The Old Reynolds Hotel, a historic building, was saved from demolition and converted into a museum by local residents. The building with 25 rooms was turned into an exhibition hall with pioneer artifacts, typical objects of settlers, and Native American arrowheads. The exhibits range from local historical objects to a space exhibit to a military history exhibit.

===Blarney Stone===

Blarney Stone in Shamrock

A chunk of Ireland's Blarney Stone is located in Shamrock. In 1959, a local organization sent away for the stone to preserve the town's Irish image. Irish resistance to the stone leaving its homeland led to the stone being escorted by guards and an armored truck.

===Festivals and celebrations===
Two annual social gatherings are organized each year to celebrate the founder's heritage. The annual St. Patrick's Celebration is held on the weekend closest to St Patrick's Day. Irish Craftfest is held annually the first weekend of October at the Shamrock Area Community Center.

==Education==
The City of Shamrock is served by the Shamrock Independent School District and home to the Shamrock High School Irish.

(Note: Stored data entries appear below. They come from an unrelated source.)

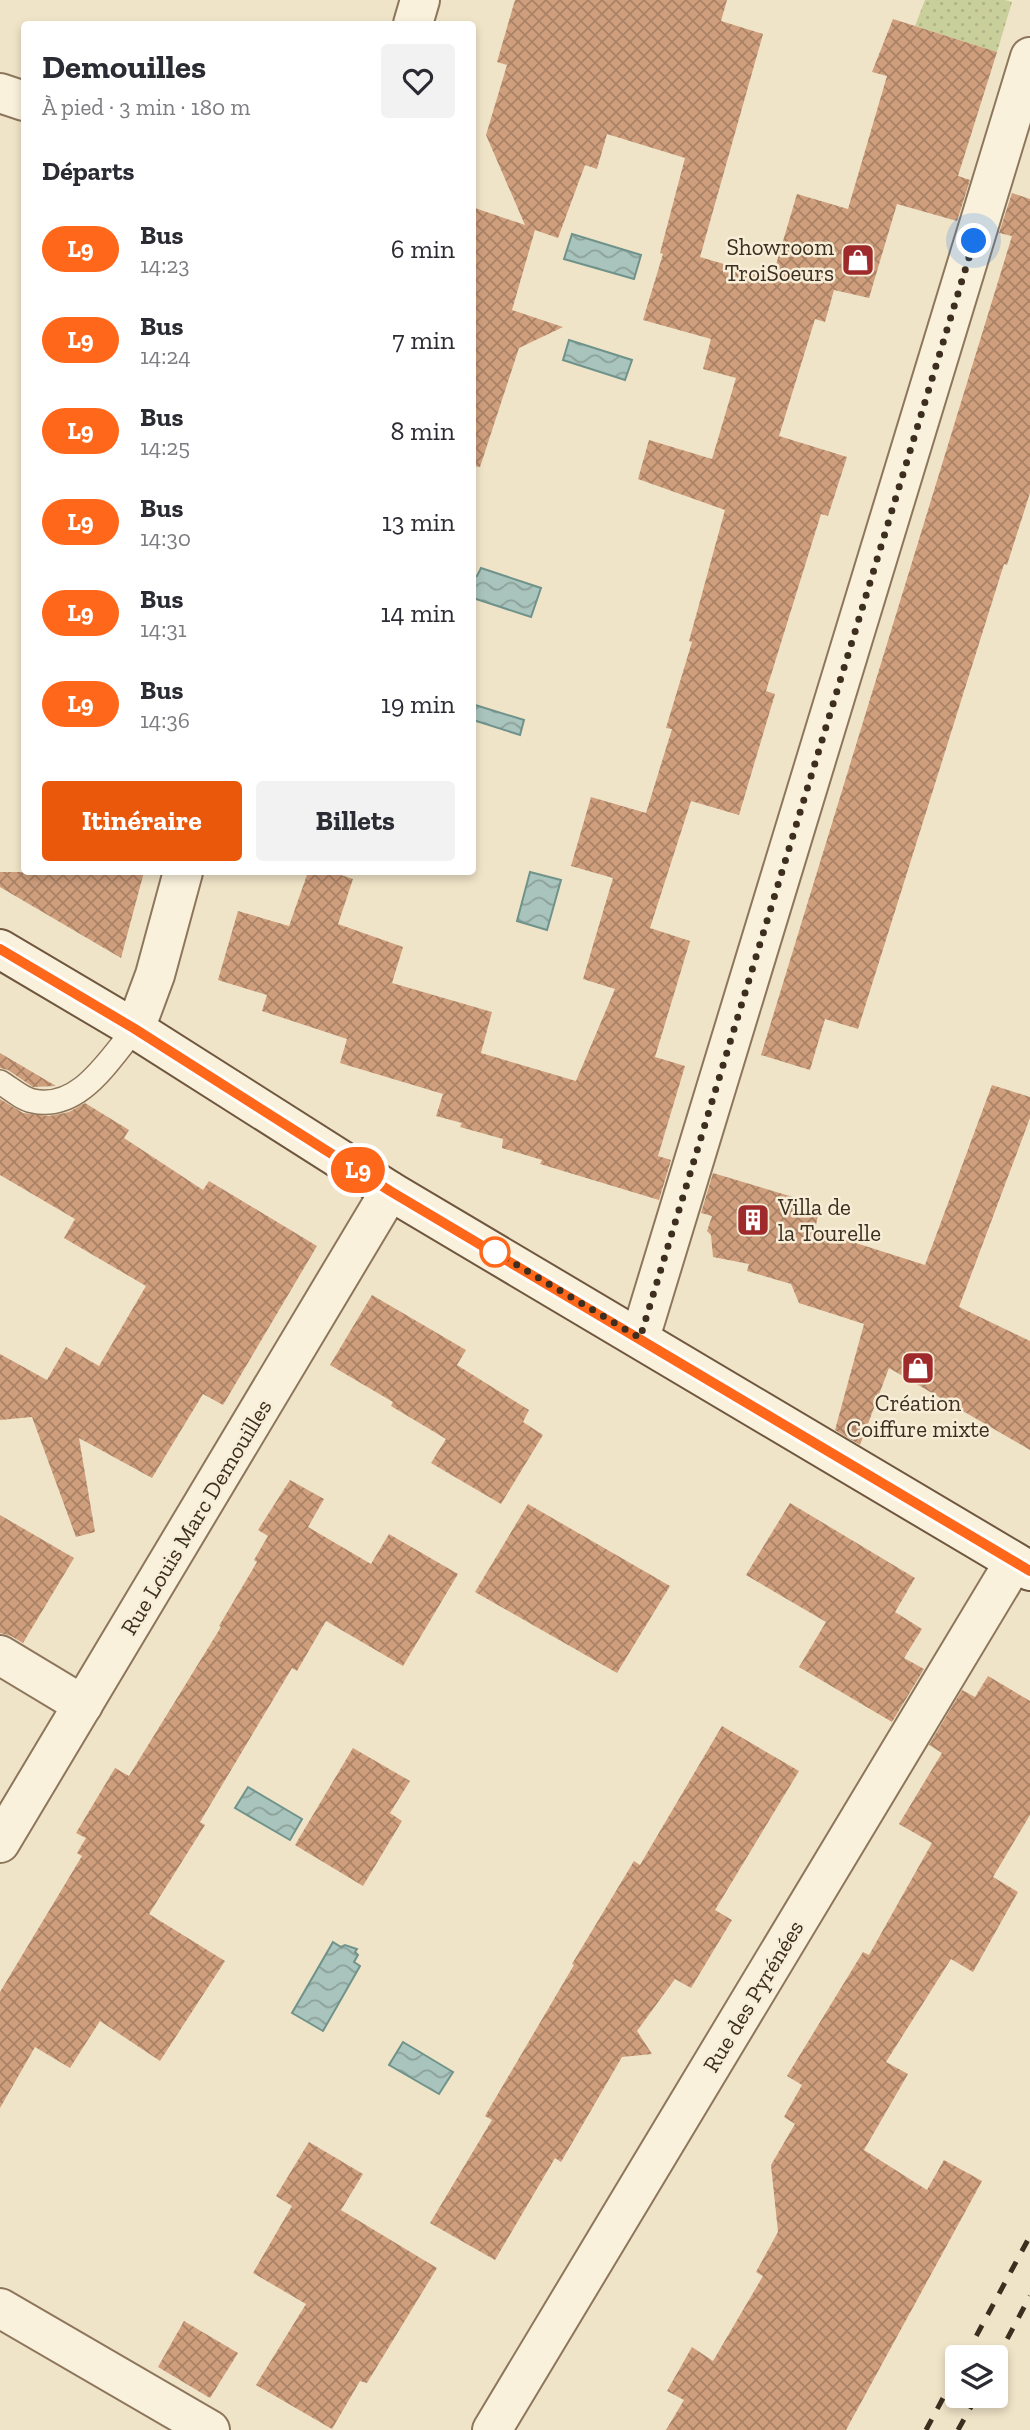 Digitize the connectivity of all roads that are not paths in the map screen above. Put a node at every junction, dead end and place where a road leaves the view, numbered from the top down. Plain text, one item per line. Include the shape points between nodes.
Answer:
1 (420, 0) edge
2 (414, 21) edge
3 (1030, 57) edge
4 (0, 93) edge
5 (21, 100) edge
6 (182, 875) edge
7 (0, 949) edge
8 (135, 1029) junction
9 (0, 1082) edge
10 (390, 1191) junction
11 (640, 1338) junction
12 (1022, 1566) edge
13 (0, 1655) edge
14 (83, 1705) junction
15 (0, 1843) edge
16 (0, 2308) edge
17 (210, 2430) edge
18 (492, 2430) edge

1 - 2 street
3 - 11 street
4 - 5 street
6 - 8 street
7 - 8 street
8 - 9 lane via 92,1080 72,1095 52,1102 30,1101
8 - 10 street
10 - 11 street
10 - 14 street, Rue Louis Marc Demouilles
11 - 12 street
12 - 18 street, Rue des Pyrénées
13 - 14 street
14 - 15 street, Rue Louis Marc Demouilles
16 - 17 street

The Texas Legislature assigns all of Wheeler County to Clarendon College.

==Infrastructure==
The Shamrock Municipal Airport serves the city and is located east of Shamrock, just north of Interstate 40.

===Major highways===
- Interstate 40
- U.S. Route 83

==Notable people==
- Bill Mack, singer and songwriter
- Gene Price, songwriter, musician and vocalist; longtime songwriting associate of Buck Owens
- Larry Salmans, Kansas state legislator
- Holice Turnbow, artist and quilter
- Eugene Worley, reared in Shamrock; U.S. representative from Texas's 18th congressional district from 1941 to 1950

==In popular culture==
Shamrock was mentioned in season one, episode one of The X-Files, "Pilot", by FBI agent Fox Mulder as the location of one example of many of the mysterious markings found on corpses of victims of unexplained deaths to new partner FBI agent Dr. Dana Scully.

Shamrock was mentioned in the first season of the 2000 sitcom Yes, Dear, episode 13, "Jimmy's Jimmy", when Jimmy's best friend, Billy, reported the rear axle fell off his Subaru Brat in Shamrock en route to California.

Shamrock was featured in Ken Block’s film Gymkhana 10, with Ken driving a heavily modified Ford pickup, doing extreme stunts.